For those who are unaware, Life is Strange's plot revolves around Max Caulfield, who's an 18-year-old senior photography student with an amazing gift. She has the power to rewind time at any given moment, causing her choices to have a butterfly effect. The game opens up with Max foreseeing a catastrophic storm, and ultimately, she must work on preventing this from destroying the town. But there's more to the game than that.
Early on in the game, you end up saving the life of Max's best friend, Chloe Price. The pair soon find themselves looking into the mysterious disappearance of Rachel Amber, a fellow student. This digging around reveals that Arcadia Bay isn't all it's cracked up to be. Not only that, but changing the past can ultimately lead to doomed futures.
Controls in Life is Strange are simple and work like typical point-and-click adventure games. To look around Max, just drag your finger around the screen. To move, just tap where you want her to go. Any objects that you can interact with will be pointed out to you, which just need a tap, and you can choose between "Look" or "Use" actions.
I found that the swiping for moving the camera around takes a bit of getting used to, because it felt like I kept looking in the opposite direction of what I wanted. But if it bothers you, the game's settings have controller options, where you can invert the X and Y axis for the camera. You can also use joystick controls if tapping-to-move is too tedious.
Once Max's rewind power is revealed, you can activate it by tapping on the button in the top left corner. You can rewind the scene or do a fast rewind if you're impatient. Or, you can use the "Quick Undo" to jump immediately back to the last part that required a decision from you. Sometimes you will need to rewind a scene multiple times, as you end up gaining valuable information that you can use to make a decision prior. All decisions you make in Life is Strange affect how the narrative unfolds.
An episodic decision based adventure game with the ability to rewind time.
Life is Strange is an excellent game that's well worth your time. It looks fantastic on my iPhone 8 Plus and the voice acting is well-done. The controls work out well enough for mobile devices, which is surprising. The story in Life is Strange is also captivating and engaging from the get-go, so once you start, chances are you'll be hooked.

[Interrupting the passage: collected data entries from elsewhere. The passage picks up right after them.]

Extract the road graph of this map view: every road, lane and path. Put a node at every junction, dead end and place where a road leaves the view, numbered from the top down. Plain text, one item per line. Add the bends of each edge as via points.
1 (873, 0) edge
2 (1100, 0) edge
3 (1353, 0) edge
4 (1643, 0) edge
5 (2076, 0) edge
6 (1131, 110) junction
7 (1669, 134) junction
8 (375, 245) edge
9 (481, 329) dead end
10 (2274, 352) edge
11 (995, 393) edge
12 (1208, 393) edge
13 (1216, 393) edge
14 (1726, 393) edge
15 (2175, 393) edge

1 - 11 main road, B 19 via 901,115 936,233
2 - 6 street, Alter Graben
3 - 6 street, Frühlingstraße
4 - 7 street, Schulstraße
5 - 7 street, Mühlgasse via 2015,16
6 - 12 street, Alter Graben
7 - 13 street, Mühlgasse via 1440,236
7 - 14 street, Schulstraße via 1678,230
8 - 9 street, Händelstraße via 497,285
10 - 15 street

While Life is Strange is a fantastic addition to anyone's iOS game collection, it does have some quirks. I noticed a few frame rate issues in the beginning, where the scene was a bit choppy. Also, in the beginning with the storm, the controls were a bit fidgety, so I felt stuck and unable to reach the lighthouse. And the camera swiping felt a bit off, because it seemed to be the opposite of what I'm used to by default. Still, these are small quirks, and aren't going to stop me from playing.
While I'm still fairly early on in Life is Strange, I'm thoroughly enjoying it so far. I love the realistic graphics, voice acting and music, and the controls are pretty decent for touch screens. It's my first time playing, and the story got me hooked right away. This is one iOS game that is well worth the money and I look forward to checking out the next episodes.
If you haven't played Life is Strange yet, then this is the perfect time to do so. Life is Strange is on the App Store as a universal download for your iPhone and iPad for just $2.99. The additional episodes can be bought through in-app purchases.